How would you produce the same hash for different encodings of data?


not sure that I follow what you are asking. I would expect if sha2-256 is used then the content ID would be the same. However, depending on how the content is chunked, the content ID will change. Two disadvantages that I see:

1. if new packages are produced for a release of open source, could I see if there is a copy available via IPFS? No, because one can't predict how it would be chunked. So, one would have to download and then derive a content ID and one can only tell if it is available if the same chunking algorithm is available.

2. if I want to push a package or other binary, can I figure out if it is already available via IPFS? No, one can't.


Wow good to know!


Does anyone understand merkle clock CRDTs?

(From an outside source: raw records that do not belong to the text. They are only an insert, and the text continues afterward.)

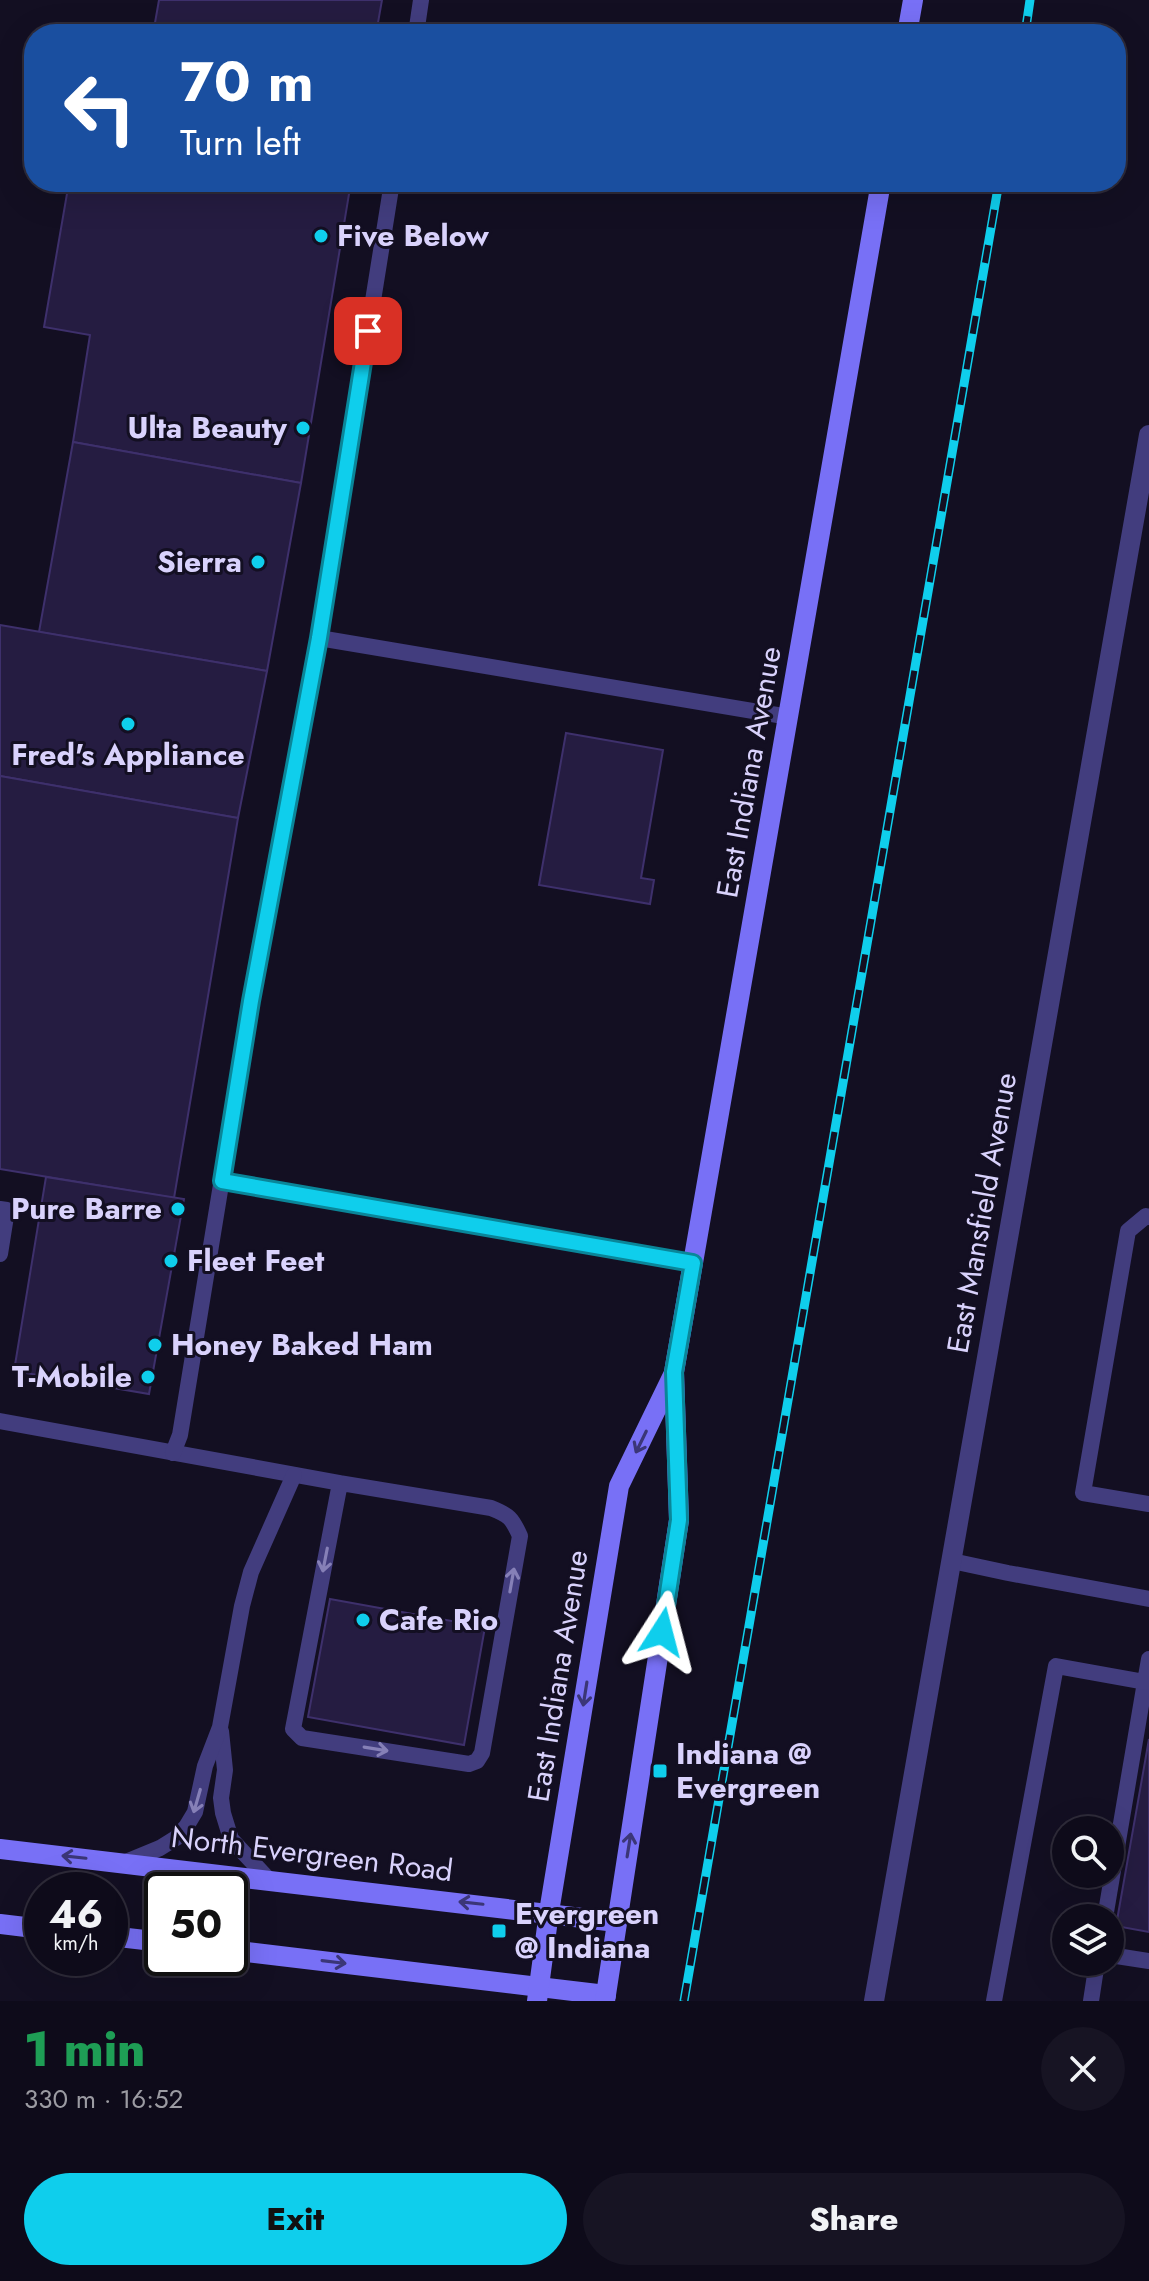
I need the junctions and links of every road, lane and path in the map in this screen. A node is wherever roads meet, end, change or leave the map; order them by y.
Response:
1 (421, 0) edge
2 (913, 0) edge
3 (417, 24) edge
4 (909, 24) edge
5 (390, 192) edge
6 (879, 192) edge
7 (1149, 435) edge
8 (319, 638) junction
9 (789, 717) junction
10 (222, 1181) junction
11 (0, 1209) edge
12 (1149, 1217) edge
13 (0, 1254) edge
14 (693, 1263) junction
15 (674, 1372) junction
16 (0, 1421) edge
17 (173, 1453) junction
18 (294, 1475) junction
19 (340, 1483) junction
20 (1149, 1504) edge
21 (952, 1561) junction
22 (1149, 1599) edge
23 (1149, 1659) edge
24 (1145, 1682) junction
25 (220, 1727) junction
26 (0, 1849) edge
27 (126, 1862) junction
28 (269, 1880) junction
29 (1107, 1904) edge
30 (549, 1912) junction
31 (616, 1922) junction
32 (0, 1924) edge
33 (24, 1927) edge
34 (248, 1953) edge
35 (1124, 1957) edge
36 (1149, 1961) edge
37 (1095, 1976) edge
38 (538, 1993) edge
39 (606, 1998) edge
40 (874, 2001) edge
41 (994, 2001) edge
42 (1091, 2001) edge

1 - 3 lane
2 - 4 main road
5 - 8 lane
6 - 9 main road, East Indiana Avenue
7 - 21 street, East Mansfield Avenue
8 - 9 lane
8 - 10 lane
9 - 14 main road, East Indiana Avenue
10 - 14 lane
10 - 17 lane
11 - 13 lane
12 - 20 lane
14 - 15 main road, East Indiana Avenue
15 -> 30 main road, East Indiana Avenue
31 -> 15 main road, East Indiana Avenue
16 - 17 lane
17 - 18 lane
18 - 19 lane
18 - 25 lane
19 -> 19 lane
21 - 22 lane
21 - 40 street, East Mansfield Avenue
23 - 24 lane
24 - 29 lane
24 - 41 lane
25 -> 27 lane
25 - 28 lane
27 -> 26 main road, North Evergreen Road
27 - 28 main road, North Evergreen Road
30 -> 28 main road, North Evergreen Road
30 - 31 main road, North Evergreen Road
30 - 38 main road, East Indiana Avenue
31 - 39 main road, East Indiana Avenue
32 - 33 main road
34 -> 38 main road
35 - 36 lane
37 - 42 lane
38 - 39 main road

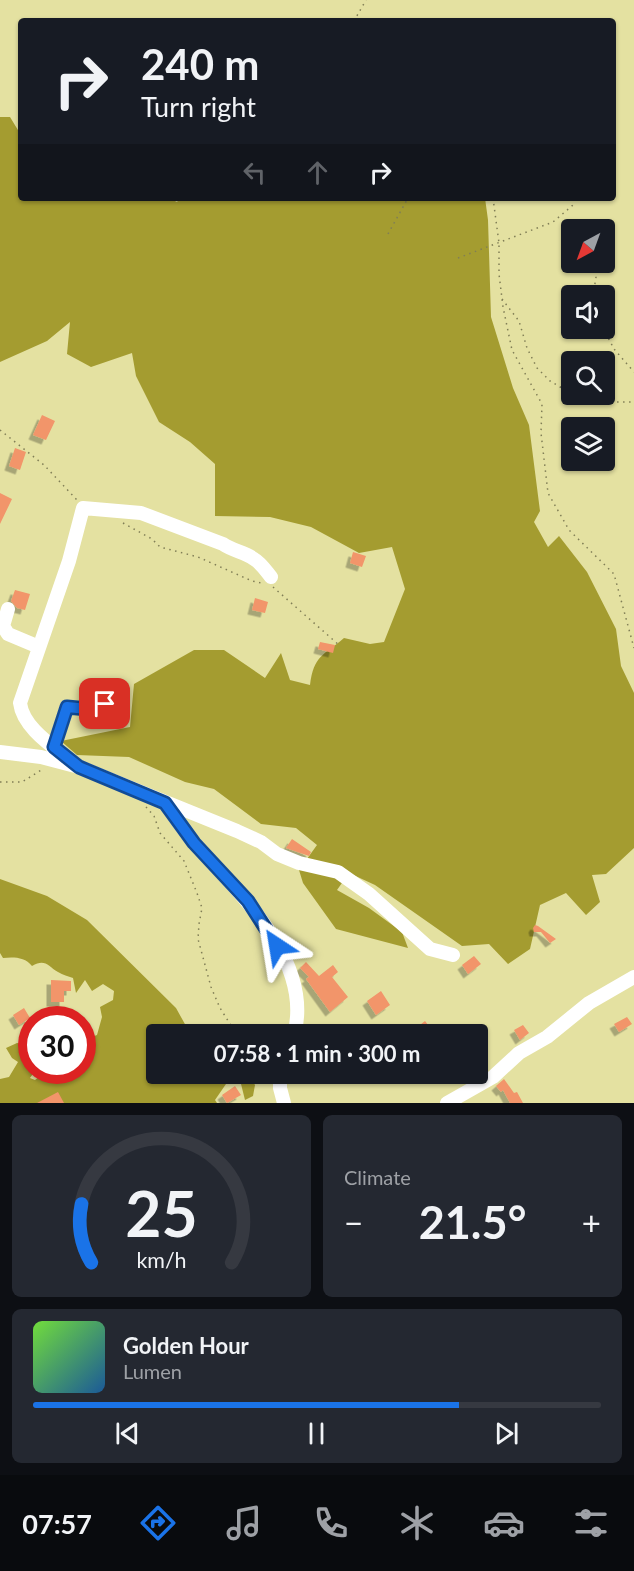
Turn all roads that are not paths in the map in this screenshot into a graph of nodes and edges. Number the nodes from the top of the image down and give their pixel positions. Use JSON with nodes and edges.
{"nodes":[{"id":1,"x":267,"y":582,"type":"road end"},
{"id":2,"x":8,"y":609,"type":"dead end"},
{"id":3,"x":39,"y":647,"type":"junction"},
{"id":4,"x":109,"y":690,"type":"dead end"},
{"id":5,"x":0,"y":752,"type":"edge"},
{"id":6,"x":56,"y":754,"type":"junction"},
{"id":7,"x":165,"y":803,"type":"junction"},
{"id":8,"x":453,"y":955,"type":"dead end"},
{"id":9,"x":634,"y":977,"type":"edge"},
{"id":10,"x":297,"y":1024,"type":"edge"},
{"id":11,"x":280,"y":1084,"type":"edge"},
{"id":12,"x":284,"y":1103,"type":"edge"},
{"id":13,"x":447,"y":1103,"type":"edge"}],
"edges":[{"from":1,"to":3,"type":"street"},
{"from":2,"to":3,"type":"street"},
{"from":3,"to":6,"type":"street"},
{"from":4,"to":6,"type":"street"},
{"from":5,"to":6,"type":"street"},
{"from":6,"to":7,"type":"street"},
{"from":7,"to":8,"type":"street"},
{"from":7,"to":10,"type":"street"},
{"from":9,"to":13,"type":"street"},
{"from":11,"to":12,"type":"street"}]}
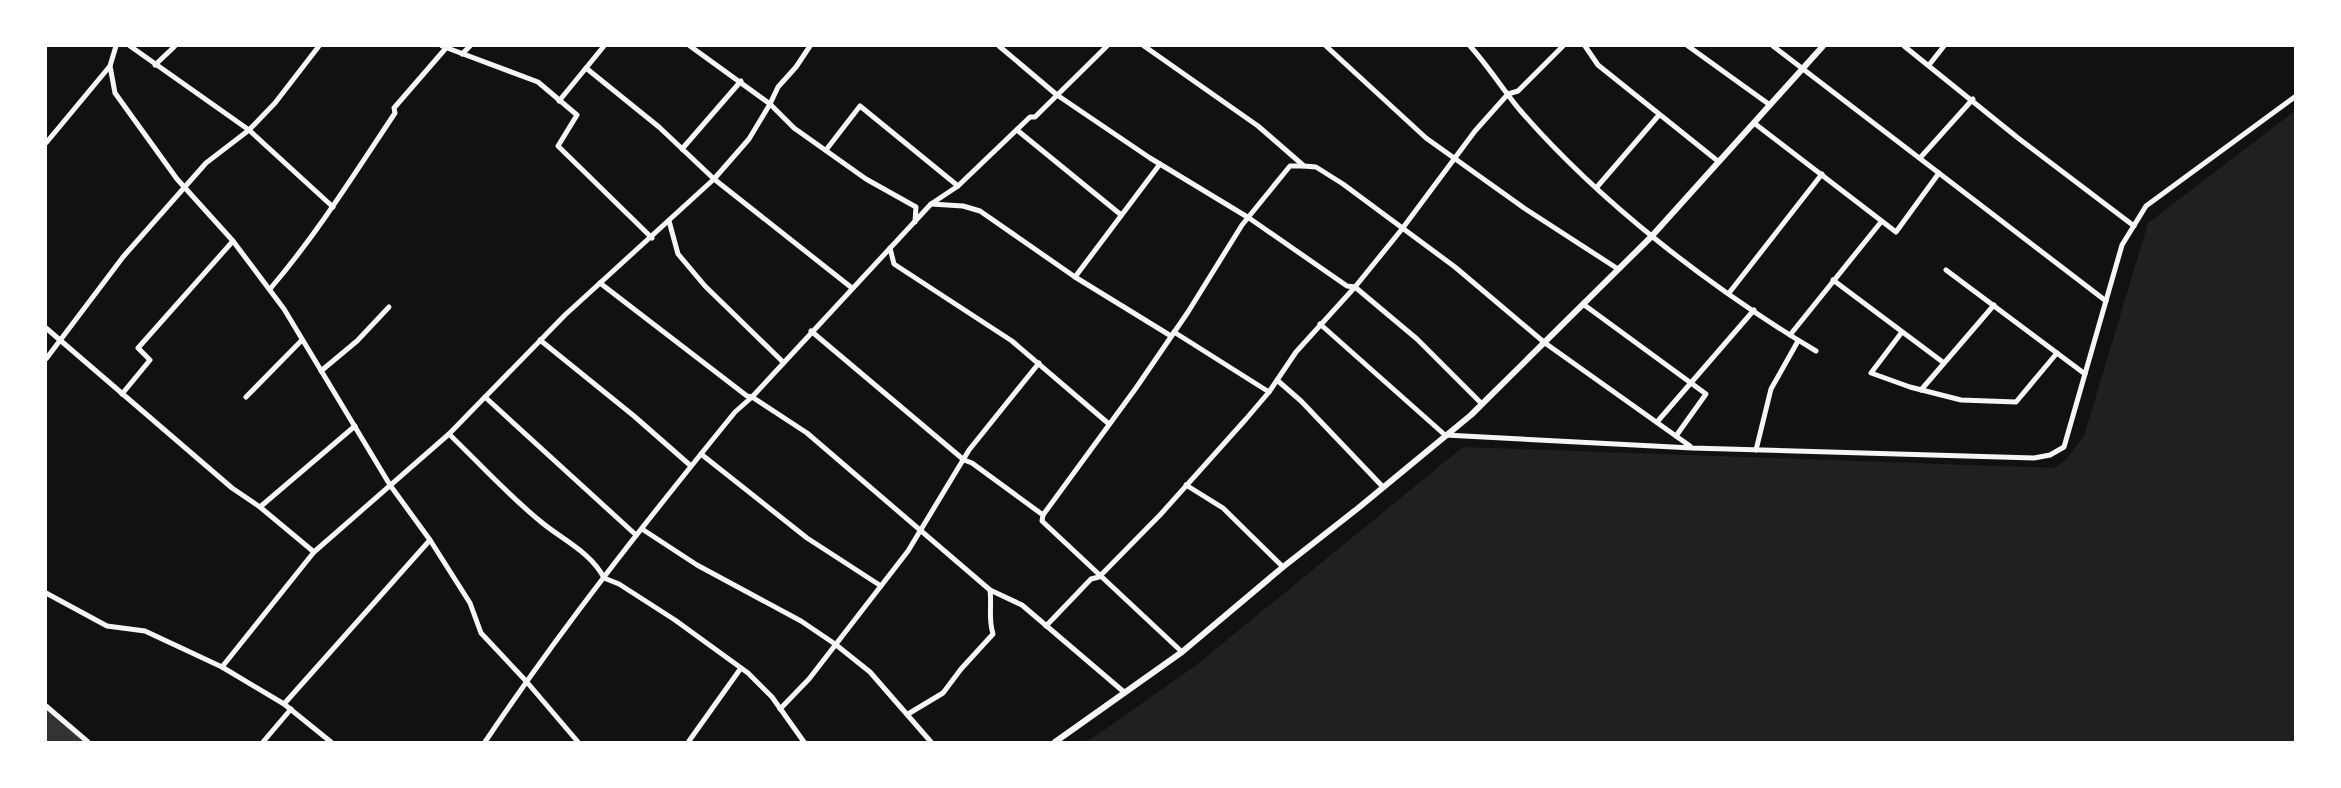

How do you handle conflicts where two concurrent events occur at the same time? Who wins? I know timestamps are not reliable but I want last write wins behaviour and seamless merge. The paper leaves data layer conflict resolution to the reader. It does suggest sorting by CID. I added a timestamp field for conflict resolution.

After reading Merkle-DAGs meet CRDTs whitepaper I took a go to implement a MerkleClock. It's incomplete. I need to maintain the partial order of "occurs before".

https://github.com/samsquire/merkle-crdt

I also implemented part of the YATA algorithm yesterday. So I think I could merge the plain text merging functionality of that with the Merkle CRDT.

https://github.com/samsquire/yata


In https://github.com/ipfs/go-ds-crdt, every node in the Merkle DAG has a "Priority" field. When adding a new head, this is set to (maximum of the priorities of the children)+1.

Thus, this priority represents the current depth (or height) of the DAG at each node. It is sort of a timestamp and you could use a timestamp, or whatever helps you sort. In the case of concurrent writes, the write with highest priority wins. If we have concurrent writes of same priority, then things are sorted by CID.

The idea here is that in general, a node that is lagging behind or not syncing would have a dag with less depth, therefore its writes would have less priority when they conflict with writes from others that have built deeper DAGs. But this is after all an implementation choice, and the fact that a DAG is deeper does not mean that the last write on a key happened "later".


Thank you for answering this.

I thought of using user indexes by order of connection or user last active time but if you're not worried of the security implications of wall clock and time skew.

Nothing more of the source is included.